SATA controllers

Liam Proven lproven at gmail.com
Sat Mar 13 14:11:11 UTC 2010


On Wed, Mar 10, 2010 at 3:19 PM, Dave Howorth
<dhoworth at mrc-lmb.cam.ac.uk> wrote:
> I'm speccing a new machine and as part of it I'd like to have a
> linux-controlled 4-disk RAID 6 array using SATA 3 Gbps disks (aka STA 2).

You want more than 4 disks for RAID6. Seriously.

RAID6 uses 2 parity drives; this means you get the capacity of (N-2)
drives, where N is the number of drives. Ergo, use 4 drives, you only
get the capacity of 2. This is pointless, because if you lose half the
capacity, you would get /much/ better performance from RAID10 (a
mirror of stripes) or RAID 0+1 (a stripe set of mirror pairs).

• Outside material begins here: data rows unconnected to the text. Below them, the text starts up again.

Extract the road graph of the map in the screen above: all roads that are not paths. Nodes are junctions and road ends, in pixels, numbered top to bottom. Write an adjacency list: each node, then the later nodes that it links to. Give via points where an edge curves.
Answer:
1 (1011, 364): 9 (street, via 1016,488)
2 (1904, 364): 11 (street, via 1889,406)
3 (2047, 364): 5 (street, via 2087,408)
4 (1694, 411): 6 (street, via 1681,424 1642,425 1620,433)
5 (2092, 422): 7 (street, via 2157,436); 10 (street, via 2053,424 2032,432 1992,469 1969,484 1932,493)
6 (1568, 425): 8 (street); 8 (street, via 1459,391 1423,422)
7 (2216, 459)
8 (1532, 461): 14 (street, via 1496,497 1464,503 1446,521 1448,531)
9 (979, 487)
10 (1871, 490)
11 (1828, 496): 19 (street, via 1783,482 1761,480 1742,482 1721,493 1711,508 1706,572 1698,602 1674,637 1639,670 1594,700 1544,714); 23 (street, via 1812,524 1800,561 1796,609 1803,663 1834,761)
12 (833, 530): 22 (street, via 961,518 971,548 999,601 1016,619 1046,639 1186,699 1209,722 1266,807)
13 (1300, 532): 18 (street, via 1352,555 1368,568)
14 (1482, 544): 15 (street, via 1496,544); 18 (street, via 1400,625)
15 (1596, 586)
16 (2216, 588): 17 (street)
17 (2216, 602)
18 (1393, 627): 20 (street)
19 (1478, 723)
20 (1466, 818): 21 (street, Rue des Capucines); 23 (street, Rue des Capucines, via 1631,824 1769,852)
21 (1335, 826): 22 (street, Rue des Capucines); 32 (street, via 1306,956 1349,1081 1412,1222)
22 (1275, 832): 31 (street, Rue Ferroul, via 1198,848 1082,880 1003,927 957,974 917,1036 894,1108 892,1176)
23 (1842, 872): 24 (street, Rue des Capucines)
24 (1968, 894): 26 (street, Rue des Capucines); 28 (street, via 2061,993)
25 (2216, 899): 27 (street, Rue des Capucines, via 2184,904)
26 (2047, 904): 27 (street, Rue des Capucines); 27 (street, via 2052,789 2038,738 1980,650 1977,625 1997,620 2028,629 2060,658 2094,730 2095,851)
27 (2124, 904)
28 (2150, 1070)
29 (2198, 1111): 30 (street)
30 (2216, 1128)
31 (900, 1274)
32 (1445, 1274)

(I may have got the definitions of 0+1 and 10 transposed, but it's not
really important at this point!)

RAID levels 0+1 and 10 use simple mirroring and striping, requiring
little CPU, therefore making them very fast, whereas with RAID6 you
impose 2 sets of parity calculations on the system, making writes
slow.

This means the *minimum* number of drives for a RAID6 is 5 drives,
which will give you the capacity of 3× a single drive.

I don't know how smart the Linux software RAID system is, but if it
has good rules built in, it won't let you create a RAID 6 out of <5
drives and should outright block 4. It's an invalid config.